Ask yourself, even in the simplest tasks, how can I do this in a holy way? How can you mow the lawn in a holy way? – it may sound bonkers, but that is basically what Leviticus is asking you to do.
You know when you’re washing your car, you can count on at least one waggish neighbour saying ‘you can do mine as well if you like’. How about next time they say that, instead of replying ‘you must be joking’ you say ‘if you like’. That’s holiness. It’s distinctive, it’s different, it may make you look slightly nuts, but it can also change the world around you.
Holiness is about what you and I do each day. The Bible often uses examples from farming because that is what most people did all day. You and I aren’t likely to be ploughing fields next week, but we may be in Sainsbury’s, or Gatwick, we may be writing a report or looking after our friends’ children. How can you transform those commonplace things by simple acts of holiness, where we love our neighbour as ourselves?
b) by love
Holiness is distinctiveness, for God’s sake – so that we may witness to who God is. And basic to this call, according to Jesus, is the way in which his followers love eachother.
This is his new commandment, specifically given not to the whole world, but to his followers. By this shall all people know they are his disciples.
Our witness should be obvious by our love – they’ll know we are Christians by our love, goes the old chorus. How does that make you feel? Is that what most people think of when they think of the church, I wonder?

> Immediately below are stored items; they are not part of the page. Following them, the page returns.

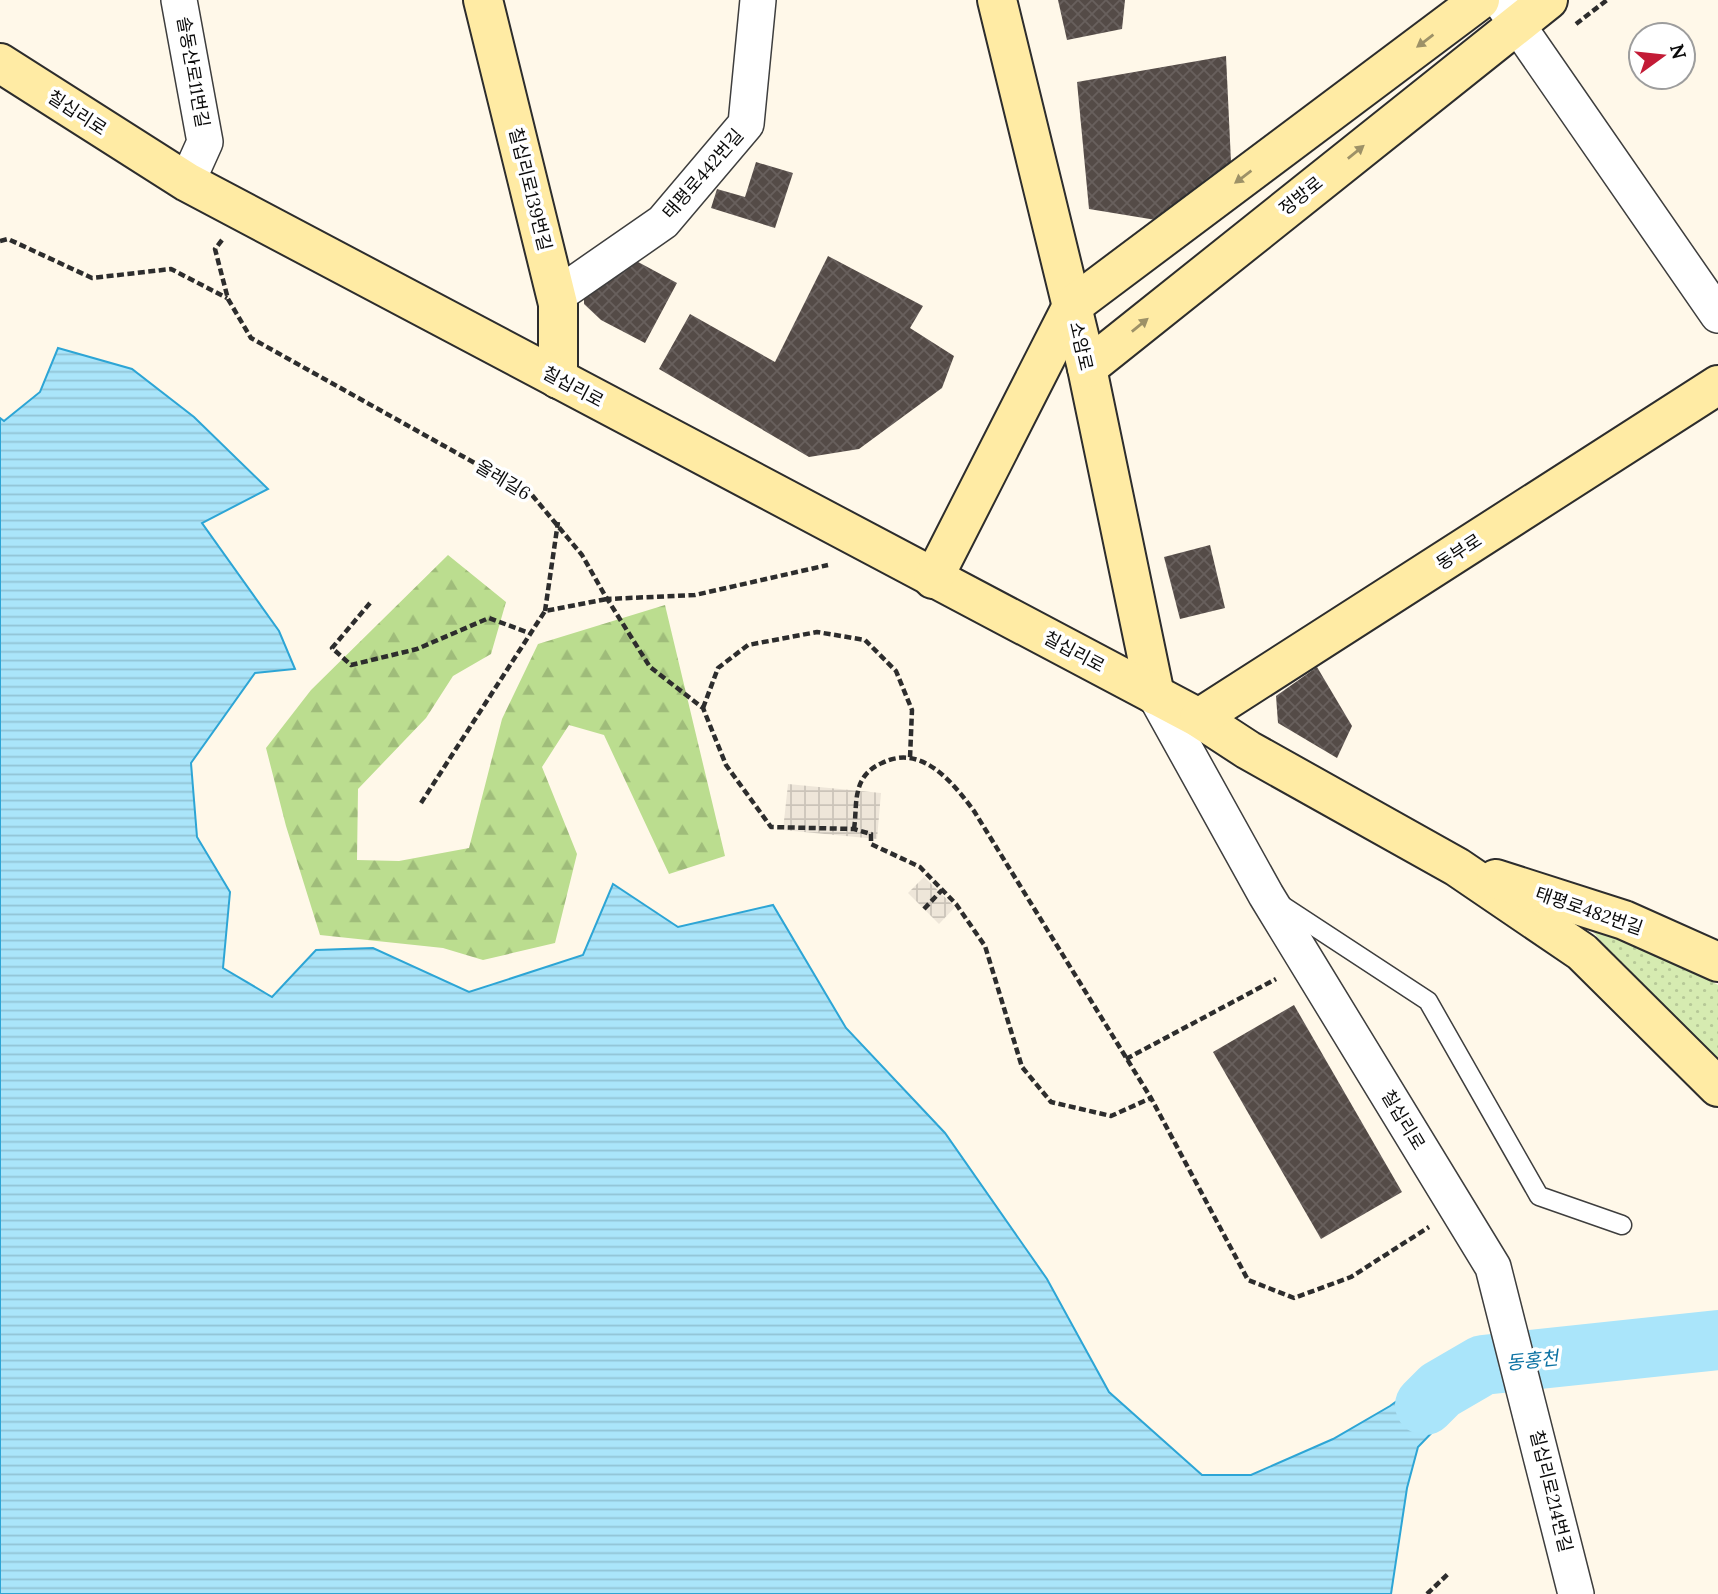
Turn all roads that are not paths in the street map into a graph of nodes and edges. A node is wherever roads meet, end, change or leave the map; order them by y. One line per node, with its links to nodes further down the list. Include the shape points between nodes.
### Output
1 (179, 0): 9 (street, 솔동산로11번길, via 205,142)
2 (483, 0): 10 (street, 칠십리로139번길)
3 (758, 0): 10 (street, 태평로442번길, via 746,124 663,222 568,288)
4 (997, 0): 11 (street, 소암로)
5 (1480, 0): 11 (street, one-way to 11)
6 (1548, 0): 7 (street, 정방로)
7 (1508, 12): 12 (street); 13 (street, 정방로, one-way to 7)
8 (0, 63): 9 (street, 칠십리로)
9 (187, 182): 14 (street, 칠십리로)
10 (555, 290): 14 (street, 칠십리로139번길)
11 (1072, 306): 13 (street, 소암로); 16 (street)
12 (1718, 315)
13 (1087, 368): 17 (street, 소암로)
14 (558, 379): 16 (street, 칠십리로)
15 (1718, 386): 18 (street, 동부로)
16 (933, 579): 17 (street, 칠십리로)
17 (1155, 695): 18 (street, 칠십리로); 20 (street, 칠십리로)
18 (1199, 718): 19 (street, 칠십리로)
19 (1457, 867): 21 (street, 태평로482번길, via 1624,920); 22 (street, 칠십리로, via 1582,952)
20 (1266, 895): 23 (lane, via 1428,1001 1539,1196); 24 (street, 칠십리로, via 1493,1267)
21 (1718, 962)
22 (1718, 1087)
23 (1622, 1225)
24 (1526, 1388): 25 (street, 칠십리로214번길)
25 (1576, 1594)

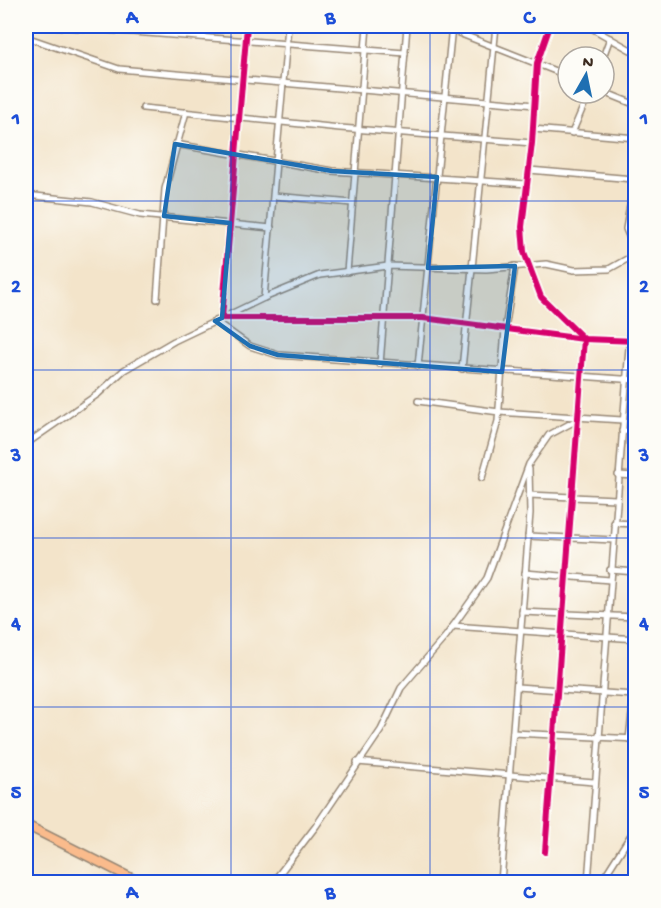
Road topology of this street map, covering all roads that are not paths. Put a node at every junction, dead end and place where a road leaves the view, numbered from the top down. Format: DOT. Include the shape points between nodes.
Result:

Jesus appears to ask the impossible of his followers, that they should direct people to Christ and make disciples of all nations, by living out the life that he has lived, and, if necessary, dying for him. And again, because this is an impossible task, he promises the Holy Spirit.
Read Luke 24vv48-9.
The Spirit, it seems, will enable us to love the things and the people we should love, he will enable us to do impossible things – indeed he says in John 14v12 that we will even do greater things than he because of the Holy Spirit’s presence.
So we have two callings: to ‘make shalom’ in God’s earth as stewards or landlords of creation. This we share with all people. The second is a distinctive call, which sees us set apart in order to be witnesses to Christ in holiness and love, so that the first calling may be fulfilled – and each person come to know their true identity and role as people made in God’s image.
So then, these are our tasks in the midst of our secular society: and they are a good pattern for our decision-making as a church and as individual Christians. They mean that there are many things in which we will find common ground with others, plenty that we support and which we can work together on. They mean that there are also ways in which we have to part company with the world, even for the sake of the world. Where we need to be different - even difficult, sometimes.
The fact is, of course, that we spend much of our lives doing things that may not seem to fit into either of these vocations. All sorts of things we do may seem to fall outside the target. If, for example, at the children’s bathtime, I said to Rebecca, I’m sorry love, I really don’t feel called to help tonight. It’s not really gospel work…’, then I would get short shrift - and quite rightly.
But, as we shall see after coffee, everything we do can and should be done for God’s glory, and can bear witness to him, by the way in which we carry it out.
In the next session, then, we’ll look next at the inner ring of the target – the calling that is specific to us as individual Christians.
But for now we recognise that each one of us is called by God, not just the obviously holy or gifted ones among us – you are chosen by God and called by him to lead a fruitful life – that is your job! ‘You did not choose me’, says Jesus to his disciples, ‘but I chose you to go and bear fruit. Fruit that will last.’